All the men, and some of the women, when milking, dug their foreheads
into the cows and gazed into the pail. But a few--mainly the younger
ones--rested their heads sideways. This was Tess Durbeyfield's
habit, her temple pressing the milcher's flank, her eyes fixed on
the far end of the meadow with the quiet of one lost in meditation.
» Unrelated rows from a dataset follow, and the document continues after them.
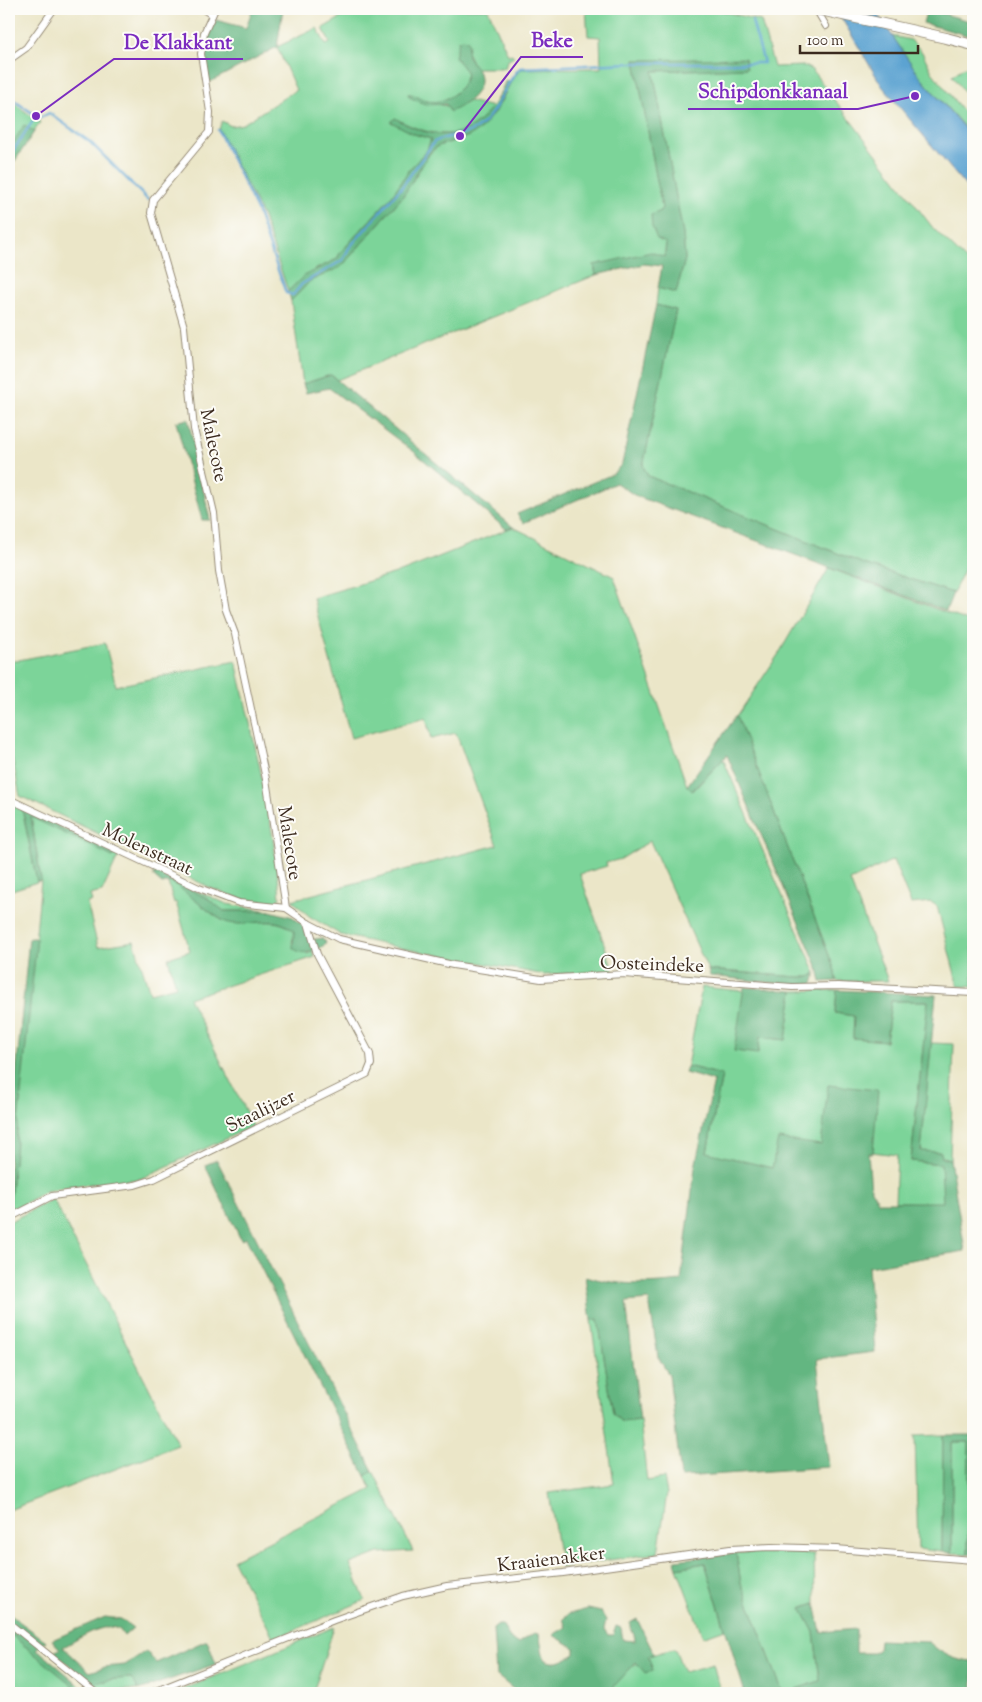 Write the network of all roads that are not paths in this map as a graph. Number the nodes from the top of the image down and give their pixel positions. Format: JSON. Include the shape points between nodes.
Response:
{"nodes":[{"id":1,"x":54,"y":9,"type":"edge"},
{"id":2,"x":204,"y":9,"type":"edge"},
{"id":3,"x":816,"y":9,"type":"edge"},
{"id":4,"x":213,"y":12,"type":"edge"},
{"id":5,"x":826,"y":26,"type":"dead end"},
{"id":6,"x":973,"y":45,"type":"edge"},
{"id":7,"x":9,"y":60,"type":"edge"},
{"id":8,"x":9,"y":799,"type":"edge"},
{"id":9,"x":283,"y":908,"type":"junction"},
{"id":10,"x":308,"y":923,"type":"junction"},
{"id":11,"x":973,"y":993,"type":"edge"},
{"id":12,"x":9,"y":1218,"type":"edge"},
{"id":13,"x":973,"y":1560,"type":"edge"},
{"id":14,"x":9,"y":1623,"type":"edge"},
{"id":15,"x":96,"y":1693,"type":"edge"},
{"id":16,"x":151,"y":1693,"type":"edge"}],
"edges":[{"from":1,"to":7,"type":"street","via":[[26,48]]},
{"from":2,"to":4,"type":"street"},
{"from":3,"to":5,"type":"street"},
{"from":3,"to":6,"type":"main road","bridge":true},
{"from":4,"to":9,"type":"street","name":"Malecote","via":[[200,54],[210,112],[208,132],[153,200],[151,213],[184,327],[194,429],[214,513],[226,610],[235,634],[266,779]]},
{"from":8,"to":9,"type":"street","name":"Molenstraat","via":[[199,888],[239,903]]},
{"from":9,"to":10,"type":"street","name":"Oosteindeke"},
{"from":10,"to":11,"type":"street","name":"Oosteindeke","via":[[339,939],[454,965],[540,979],[624,974],[792,987],[847,986]]},
{"from":10,"to":12,"type":"street","name":"Staalijzer","via":[[317,954],[370,1054],[367,1074],[154,1179],[136,1185],[52,1196]]},
{"from":13,"to":16,"type":"street","name":"Kraaienakker","via":[[771,1547],[730,1549],[447,1586],[403,1596],[334,1620]]},
{"from":14,"to":15,"type":"street"}]}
She was milking Old Pretty thus, and the sun chancing to be on the
milking-side, it shone flat upon her pink-gowned form and her white
curtain-bonnet, and upon her profile, rendering it keen as a cameo
cut from the dun background of the cow.
She did not know that Clare had followed her round, and that he sat
under his cow watching her. The stillness of her head and features
was remarkable: she might have been in a trance, her eyes open, yet
unseeing. Nothing in the picture moved but Old Pretty's tail and
Tess's pink hands, the latter so gently as to be a rhythmic pulsation
only, as if they were obeying a reflex stimulus, like a beating
heart. How very lovable her face was to him. Yet there was nothing ethereal
about it; all was real vitality, real warmth, real incarnation. And
it was in her mouth that this culminated. Eyes almost as deep and
speaking he had seen before, and cheeks perhaps as fair; brows as
arched, a chin and throat almost as shapely; her mouth he had seen
nothing to equal on the face of the earth. To a young man with the
least fire in him that little upward lift in the middle of her red
top lip was distracting, infatuating, maddening. He had never before
seen a woman's lips and teeth which forced upon his mind with such
persistent iteration the old Elizabethan simile of roses filled with
snow. Perfect, he, as a lover, might have called them off-hand. But
no--they were not perfect. And it was the touch of the imperfect
upon the would-be perfect that gave the sweetness, because it was
that which gave the humanity
. Clare had studied the curves of those lips so many times that he
could reproduce them mentally with ease: and now, as they again
confronted him, clothed with colour and life, they sent an aura
over his flesh, a breeze through his nerves, which well nigh produced
a qualm; and actually produced, by some mysterious physiological
process, a prosaic sneeze.
She then became conscious that he was observing her; but she would
not show it by any change of position, though the curious dream-like
fixity disappeared, and a close eye might easily have discerned that
the rosiness of her face deepened, and then faded till only a tinge
of it was left. The influence that had passed into Clare like an excitation from the
sky did not die down. Resolutions, reticences, prudences, fears,
fell back like a defeated battalion. He jumped up from his seat,
and, leaving his pail to be kicked over if the milcher had such a
mind, went quickly towards the desire of his eyes, and, kneeling down
beside her, clasped her in his arms. Tess was taken completely by surprise, and she yielded to his embrace
with unreflecting inevitableness. Having seen that it was really her
lover who had advanced, and no one else, her lips parted, and she
sank upon him in her momentary joy, with something very like an
ecstatic cry. He had been on the point of kissing that too tempting mouth, but he
checked himself, for tender conscience' sake. "Forgive me, Tess dear!" he whispered. "I ought to have asked.
I--did not know what I was doing. I do not mean it as a liberty.
I am devoted to you, Tessy, dearest, in all sincerity!" Old Pretty by this time had looked round, puzzled; and seeing two
people crouching under her where, by immemorial custom, there should
have been only one, lifted her hind leg crossly.